British string quartet

The Alberni Quartet is a British string quartet, whose members have included:

- 1st violin Dennis Simons, then Howard Davis, currently Karin Leishman
- 2nd violin Howard Davis, then John Knight, then Peter Pople, currently Victoria Sayles
- Viola John White, then Berian Evans, then Roger Best, currently Matthew Souter
- Cello Gregory Baron, then David Smith, currently Richard May

The quartet was founded in 1962 by four students of the Royal Academy of Music (Dennis Simons, Howard Davis, John White, and Gregory Baron). It was initially named the Simons Quartet, after its first violinist, and later renamed Alberni (the name of Dennis Simons' birthplace in Canada). From 1968 Davis became the 1st violinist, with Peter Pople, Roger Best, and David Smith. They were based in Harlow, Essex where they became established in the 1960s as the town's "quartet in residence", and by the mid-1970s had become world-renowned. Their debut in the Carnegie Hall was well received in The New York Times, and they received positive reviews of their recordings of Schumann's piano quintet, Schubert's string quintet and Brahms' string sextets numbers one and two.

As well as performing a wide range of the classical string quartet repertoire from Haydn and Mozart to Bartók and Benjamin Britten, they performed new works written for them, including Richard Stoker's first string quartet at the Buxton Festival in February 1962 and again at the SPNM, 4 St James's Square, London, in March 1963, Alan Rawsthorne's third string quartet written for the 1965 Harlow Music Festival, and Nicholas Maw's first string quartet.

Benjamin Britten coached them in his own first and second string quartets (they have recorded all three of his works in the genre), and entrusted the first British performances of Dmitri Shostakovich's ninth and tenth quartets (whose scores he had acquired from the composer) to them.

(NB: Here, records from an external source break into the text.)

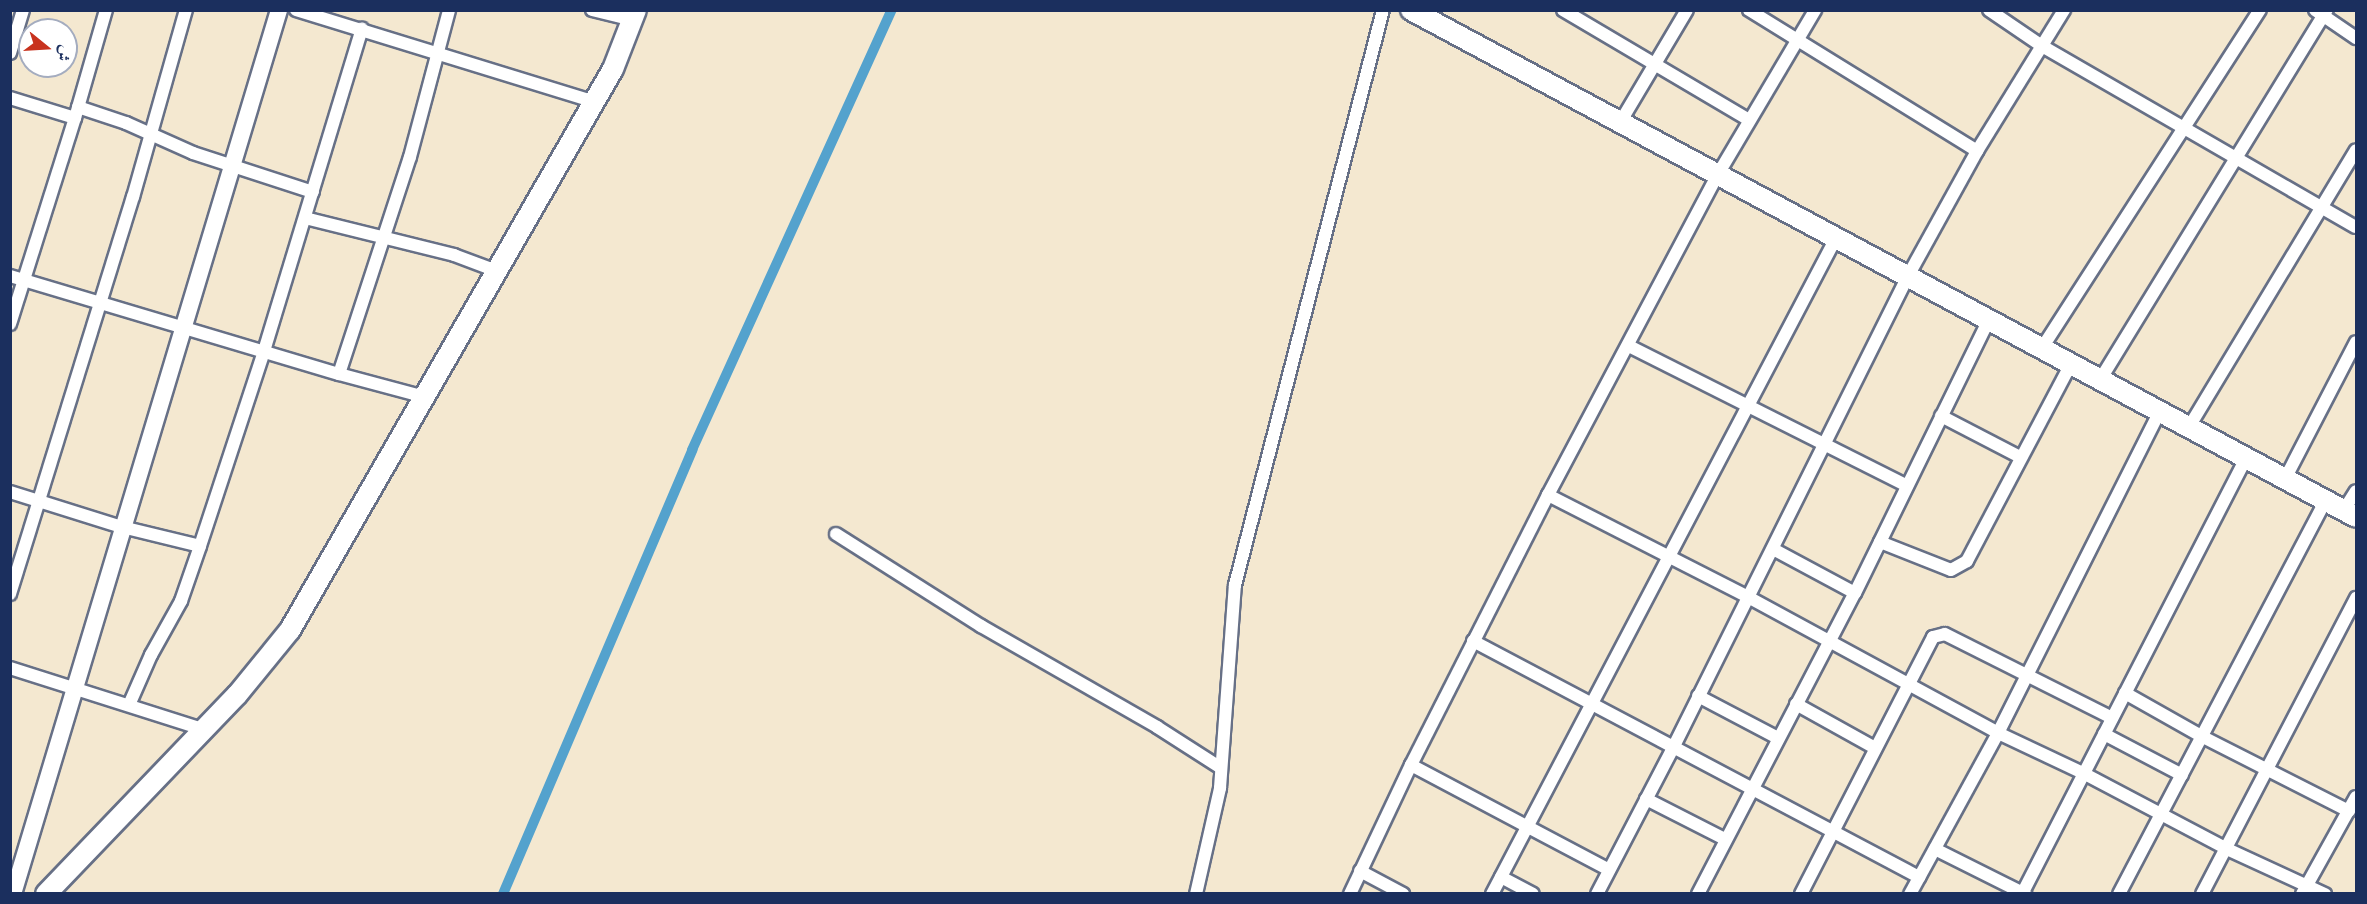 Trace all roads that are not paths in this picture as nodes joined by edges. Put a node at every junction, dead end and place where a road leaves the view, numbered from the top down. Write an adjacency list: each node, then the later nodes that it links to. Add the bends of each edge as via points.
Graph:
1 (23, 10): 23 (street)
2 (106, 10): 28 (street)
3 (186, 10): 32 (street)
4 (279, 10): 36 (street)
5 (296, 10): 19 (street)
6 (449, 10): 24 (street)
7 (592, 10): 18 (street)
8 (1383, 10): 106 (street, via 1235,585)
9 (1411, 10): 30 (main road)
10 (1563, 10): 25 (street)
11 (1687, 10): 25 (street)
12 (1749, 10): 21 (street)
13 (1815, 10): 21 (street)
14 (1989, 10): 22 (street)
15 (2064, 10): 22 (street)
16 (2260, 10): 31 (street)
17 (2322, 12): 20 (street); 35 (street)
18 (634, 16): 27 (main road)
19 (362, 29): 24 (street); 38 (street)
20 (2356, 38)
21 (1796, 41): 29 (street); 34 (street)
22 (2042, 46): 31 (street); 34 (street)
23 (10, 53)
24 (439, 53): 27 (street); 42 (street)
25 (1654, 63): 29 (street); 30 (street)
26 (10, 98): 28 (street)
27 (595, 102): 44 (main road)
28 (77, 113): 32 (street, via 126,123); 47 (street)
29 (1749, 120): 37 (street)
30 (1621, 121): 37 (main road)
31 (2186, 128): 35 (street); 54 (street)
32 (150, 135): 36 (street); 48 (street)
33 (2356, 150): 39 (street)
34 (1977, 151): 46 (street)
35 (2236, 155): 39 (street); 58 (street)
36 (232, 165): 38 (street); 51 (street)
37 (1717, 176): 43 (main road); 53 (street)
38 (314, 192): 40 (street)
39 (2321, 207): 41 (street); 63 (street)
40 (304, 218): 42 (street); 55 (street)
41 (2356, 227)
42 (383, 236): 44 (street); 57 (street)
43 (1836, 238): 46 (main road); 60 (street)
44 (497, 271): 59 (main road)
45 (10, 276): 47 (street)
46 (1908, 276): 49 (main road); 64 (street)
47 (24, 280): 48 (street); 50 (street)
48 (101, 301): 51 (street); 72 (street)
49 (1989, 319): 54 (main road); 62 (street)
50 (10, 324)
51 (182, 327): 55 (street); 75 (street)
52 (2356, 342): 67 (street)
53 (1629, 346): 60 (street); 71 (street)
54 (2042, 348): 56 (main road)
55 (264, 351): 57 (street); 78 (street)
56 (2071, 364): 58 (main road); 65 (street)
57 (339, 374): 59 (street)
58 (2100, 380): 61 (main road)
59 (425, 397): 98 (main road, via 290,630)
60 (1749, 406): 64 (street); 80 (street)
61 (2160, 411): 63 (main road); 89 (street)
62 (1941, 416): 65 (street); 68 (street)
63 (2189, 427): 66 (main road)
64 (1823, 445): 68 (street); 79 (street)
65 (2020, 457): 77 (street, via 1976,547 1959,568 1942,567)
66 (2246, 458): 67 (main road); 92 (street)
67 (2285, 478): 73 (main road)
68 (1907, 486): 77 (street)
69 (2356, 491): 74 (street)
70 (10, 492): 72 (street)
71 (1548, 495): 80 (street); 86 (street)
72 (39, 500): 75 (street); 81 (street)
73 (2326, 500): 74 (main road); 101 (street)
74 (2350, 513)
75 (122, 527): 78 (street); 91 (street)
76 (836, 534): 106 (street, via 981,626)
77 (1880, 542): 82 (street)
78 (200, 546): 96 (street, via 181,601)
79 (1773, 549): 82 (street); 84 (street)
80 (1668, 556): 84 (street); 94 (street)
81 (14, 572): 83 (street)
82 (1854, 593): 87 (street)
83 (10, 594)
84 (1748, 597): 87 (street); 93 (street)
85 (2356, 598): 107 (street)
86 (1473, 641): 94 (street); 105 (street)
87 (1830, 641): 90 (street); 95 (street)
88 (10, 668): 91 (street)
89 (2027, 675): 90 (street, via 1939,634 1926,647); 97 (street); 99 (street)
90 (1908, 684): 99 (street); 104 (street)
91 (75, 688): 96 (street); 122 (street)
92 (2125, 693): 97 (street); 101 (street)
93 (1698, 696): 102 (street); 103 (street)
94 (1592, 704): 103 (street); 115 (street)
95 (1796, 704): 102 (street); 104 (street)
96 (129, 705): 98 (street)
97 (2112, 718): 100 (street)
98 (205, 730): 128 (main road)
99 (1998, 733): 108 (street); 118 (street)
100 (2104, 734): 108 (street); 109 (street)
101 (2201, 736): 107 (street); 109 (street)
102 (1778, 738): 110 (street)
103 (1673, 748): 110 (street); 112 (street)
104 (1875, 748): 116 (street)
105 (1411, 765): 115 (street); 121 (street)
106 (1221, 768): 129 (street)
107 (2268, 770): 113 (street); 119 (street)
108 (2083, 773): 114 (street); 126 (street)
109 (2182, 775): 114 (street)
110 (1752, 786): 116 (street); 117 (street)
111 (2356, 797): 113 (street)
112 (1646, 799): 117 (street); 120 (street)
113 (2349, 811): 125 (street)
114 (2161, 815): 119 (street); 138 (street)
115 (1526, 826): 120 (street); 123 (street)
116 (1832, 830): 124 (street); 136 (street)
117 (1725, 839): 135 (street)
118 (1935, 849): 124 (street); 126 (street)
119 (2227, 849): 125 (street); 139 (street)
120 (1609, 870): 134 (street)
121 (1360, 872): 130 (street); 131 (street)
122 (15, 874): 127 (street)
123 (1501, 877): 132 (street); 133 (street)
124 (1919, 877): 137 (street)
125 (2304, 889): 140 (street)
126 (2023, 893)
127 (13, 894)
128 (46, 894)
129 (1196, 894)
130 (1350, 894)
131 (1403, 894)
132 (1492, 894)
133 (1533, 894)
134 (1597, 894)
135 (1698, 894)
136 (1801, 894)
137 (1910, 894)
138 (2119, 894)
139 (2202, 894)
140 (2325, 894)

The Alberni were the first Western quartet to visit China (1987).

They were the resident quartet at the Royal Scottish Academy of Music and Drama from 1981 to 1988.

In 1993, at the Presteigne Festival, the quartet gave the first complete performance of Adrian Williams' Third String Quartet.

The Alberni Quartet are now based in South-West England, and have been Quartet-in-Residence at Cedars Hall, Wells, and Artists-in-Residence at the 2018 Two Moors Festival.